Watching three year olds play soccer, tumble on gymnastics mats, “ha-ya!” in karate class or dance around at the Kids’ Music Round is pure joy. They run, roll, chop and dance with utter abandon, without any notice of skill levels, points or end goal; it’s all about the mini moments that make up the journey. It is an existential party, watching as each moment bursts with meaning.

And then they turn six. Things begin to change. The soccer coach is more eager for the goal. Cartwheel form becomes more important. The “ha-yas!” require precision with movement. Music Round is now for the babies and practicing an instrument becomes a chore.

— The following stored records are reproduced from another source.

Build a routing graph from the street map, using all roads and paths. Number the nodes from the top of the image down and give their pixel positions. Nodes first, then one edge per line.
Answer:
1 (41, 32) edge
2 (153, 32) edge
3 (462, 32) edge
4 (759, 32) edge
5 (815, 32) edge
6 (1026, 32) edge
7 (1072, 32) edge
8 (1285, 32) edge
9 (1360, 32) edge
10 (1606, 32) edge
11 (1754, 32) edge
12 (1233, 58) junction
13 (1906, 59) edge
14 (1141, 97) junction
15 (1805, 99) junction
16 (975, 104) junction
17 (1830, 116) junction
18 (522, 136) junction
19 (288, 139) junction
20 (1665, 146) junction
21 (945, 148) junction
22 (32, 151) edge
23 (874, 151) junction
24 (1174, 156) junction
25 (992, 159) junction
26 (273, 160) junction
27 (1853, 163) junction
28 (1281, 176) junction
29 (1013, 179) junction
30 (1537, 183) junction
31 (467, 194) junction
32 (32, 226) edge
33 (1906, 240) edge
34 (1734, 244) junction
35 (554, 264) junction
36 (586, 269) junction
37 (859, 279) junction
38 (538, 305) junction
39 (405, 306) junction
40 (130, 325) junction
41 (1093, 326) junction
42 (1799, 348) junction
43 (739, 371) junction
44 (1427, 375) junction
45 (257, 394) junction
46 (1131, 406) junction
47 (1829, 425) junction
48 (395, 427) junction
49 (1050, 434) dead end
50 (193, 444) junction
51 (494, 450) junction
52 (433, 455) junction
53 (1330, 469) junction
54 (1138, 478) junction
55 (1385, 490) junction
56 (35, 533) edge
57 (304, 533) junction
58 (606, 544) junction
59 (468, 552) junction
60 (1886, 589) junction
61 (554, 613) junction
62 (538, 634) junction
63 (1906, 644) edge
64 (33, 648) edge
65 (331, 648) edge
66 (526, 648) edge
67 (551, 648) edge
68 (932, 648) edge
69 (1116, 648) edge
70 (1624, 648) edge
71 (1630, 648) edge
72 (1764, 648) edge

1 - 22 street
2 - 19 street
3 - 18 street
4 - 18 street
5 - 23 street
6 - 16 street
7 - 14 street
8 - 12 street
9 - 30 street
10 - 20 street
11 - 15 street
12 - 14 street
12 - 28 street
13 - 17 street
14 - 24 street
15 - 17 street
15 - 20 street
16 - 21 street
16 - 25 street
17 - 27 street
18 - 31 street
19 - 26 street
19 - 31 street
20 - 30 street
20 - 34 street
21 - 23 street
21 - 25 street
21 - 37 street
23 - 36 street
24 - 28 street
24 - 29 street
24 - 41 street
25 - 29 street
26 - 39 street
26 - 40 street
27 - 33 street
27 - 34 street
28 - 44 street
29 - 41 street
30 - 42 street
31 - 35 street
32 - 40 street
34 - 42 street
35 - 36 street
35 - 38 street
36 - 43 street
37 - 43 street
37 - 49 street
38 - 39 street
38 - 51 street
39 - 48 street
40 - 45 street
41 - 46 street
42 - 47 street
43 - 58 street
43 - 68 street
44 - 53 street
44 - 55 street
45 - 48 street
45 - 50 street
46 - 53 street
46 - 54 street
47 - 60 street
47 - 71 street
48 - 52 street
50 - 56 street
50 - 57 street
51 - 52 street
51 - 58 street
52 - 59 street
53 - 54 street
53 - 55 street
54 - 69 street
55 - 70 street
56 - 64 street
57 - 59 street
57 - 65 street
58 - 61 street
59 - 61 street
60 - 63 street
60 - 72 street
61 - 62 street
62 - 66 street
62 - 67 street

Even watching these activities has an added amount of stress. The stress for me is the struggle between encouraging my kids to keep the joy safe and abundant while nudging them to strive to achieve their best (whatever that may be). I want to be on the sidelines cheering them on without them feeling attached to any end result. I want them to know both the elation of a win and the quiet humble moment of a loss.

Last night I found myself at my five year old’s karate class, near tears of love, watching as she was finding her voice, overcoming fear and charging toward an unknown goal. Some of these kids have been in this class for much longer than she and their skill levels show it. From the sidelines, one can easily spot the kids who are growing up in a competitive atmosphere. Their faces show seriousness and focus, almost gloating smiles when they excel and crestfallen eyes when someone edges them out.

I feel sadness for a childhood that may have missed something of a total joy absent of the need to do better than everyone else. The other side is that these kids will likely be very “successful” in the things they pursue. I wonder, though, if the satisfaction of successful fruition of a goal is synonymous with happiness.

Part of my job as a parent, I believe, is to give my kids the tools to cultivate happiness in their lives whatever else may be going on. Of course I want them to experience the full range of emotions and experiences that are out there, but their foundations should be formed by and layered with happiness.

Like sports, music and any other activity in which we choose to participate, cultivating a positive world requires practice. Not to be misunderstood, cultivating a happy life in no way precludes the need to recognize, cope with and embrace the human condition. This world is filled with sadness and struggles and we should never be complicit in denying this fact.

Yoga is the way I choose to balance these seemingly opposing forces. Unlike the endorphin rush that used to chase me off the elliptical machine at the gym once upon a time and would dissipate into whatever my next activity was, Yoga lingers.

The benefits of pure cardiovascular activities are abundant, for sure, and may even include a meditative aspect for some. Its focus, though, is the body and in many sporting activities, competition is key. This fosters a unique energy that serves a purpose and that is to achieve something; win the game, lose the weight, do better than the other team, be better than you were yesterday. No pain no gain.

Yoga also has a goal and that is to move into a place of greater flexibility and strength, not only in one’s body but in one’s mind, heart and life. The unique energy this fosters is one of opening; open your heart, open the mind, open the body, open to each moment.  No pain no pain (or if there is pain, meet it where it is and recognize what it is there to inform).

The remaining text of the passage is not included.